Begin at the first line below and copy each line exactly, ending with the line where "Extract the structured" appears.
Data records START
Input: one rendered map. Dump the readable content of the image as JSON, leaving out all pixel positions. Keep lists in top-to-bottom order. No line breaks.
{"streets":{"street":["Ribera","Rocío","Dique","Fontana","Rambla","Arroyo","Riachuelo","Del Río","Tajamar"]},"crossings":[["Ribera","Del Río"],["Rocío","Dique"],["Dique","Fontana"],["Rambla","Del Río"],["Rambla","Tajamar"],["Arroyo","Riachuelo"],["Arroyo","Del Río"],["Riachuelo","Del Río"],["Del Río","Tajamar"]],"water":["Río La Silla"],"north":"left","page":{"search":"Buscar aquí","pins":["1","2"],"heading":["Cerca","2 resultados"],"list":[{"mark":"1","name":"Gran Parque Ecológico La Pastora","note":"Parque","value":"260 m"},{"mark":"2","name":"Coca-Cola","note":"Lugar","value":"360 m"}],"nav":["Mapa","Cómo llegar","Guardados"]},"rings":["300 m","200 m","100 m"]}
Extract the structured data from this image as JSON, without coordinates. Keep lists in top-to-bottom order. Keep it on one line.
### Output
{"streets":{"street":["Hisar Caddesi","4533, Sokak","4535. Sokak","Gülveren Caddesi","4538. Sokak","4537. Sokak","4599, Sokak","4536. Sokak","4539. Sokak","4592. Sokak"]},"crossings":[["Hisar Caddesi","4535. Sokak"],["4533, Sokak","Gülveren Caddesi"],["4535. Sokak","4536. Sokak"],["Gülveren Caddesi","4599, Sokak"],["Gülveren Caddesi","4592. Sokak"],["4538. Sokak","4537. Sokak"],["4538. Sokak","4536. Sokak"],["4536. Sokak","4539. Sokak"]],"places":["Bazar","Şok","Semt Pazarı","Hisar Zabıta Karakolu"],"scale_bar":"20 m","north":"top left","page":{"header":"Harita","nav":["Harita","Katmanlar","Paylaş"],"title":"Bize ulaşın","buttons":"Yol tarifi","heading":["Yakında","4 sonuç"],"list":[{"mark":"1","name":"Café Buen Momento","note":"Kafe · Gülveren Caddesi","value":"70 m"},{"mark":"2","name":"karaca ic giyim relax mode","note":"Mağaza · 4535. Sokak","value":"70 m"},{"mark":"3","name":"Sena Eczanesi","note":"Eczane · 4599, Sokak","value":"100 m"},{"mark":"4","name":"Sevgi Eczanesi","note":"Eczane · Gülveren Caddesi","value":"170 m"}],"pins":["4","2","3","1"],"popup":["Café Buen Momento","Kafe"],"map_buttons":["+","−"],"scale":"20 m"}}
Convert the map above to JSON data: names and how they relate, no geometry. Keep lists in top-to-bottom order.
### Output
Data records END
Answer below
Input: one rendered map. Dump the readable content of the image as JSON, leaving out all pixel positions. Keep lists in top-to-bottom order. No line breaks.
{"streets":{"street":["Ribera","Rocío","Dique","Fontana","Rambla","Arroyo","Riachuelo","Del Río","Tajamar"]},"crossings":[["Ribera","Del Río"],["Rocío","Dique"],["Dique","Fontana"],["Rambla","Del Río"],["Rambla","Tajamar"],["Arroyo","Riachuelo"],["Arroyo","Del Río"],["Riachuelo","Del Río"],["Del Río","Tajamar"]],"water":["Río La Silla"],"north":"left","page":{"search":"Buscar aquí","pins":["1","2"],"heading":["Cerca","2 resultados"],"list":[{"mark":"1","name":"Gran Parque Ecológico La Pastora","note":"Parque","value":"260 m"},{"mark":"2","name":"Coca-Cola","note":"Lugar","value":"360 m"}],"nav":["Mapa","Cómo llegar","Guardados"]},"rings":["300 m","200 m","100 m"]}
Extract the structured data from this image as JSON, without coordinates. Keep lists in top-to-bottom order. Keep it on one line.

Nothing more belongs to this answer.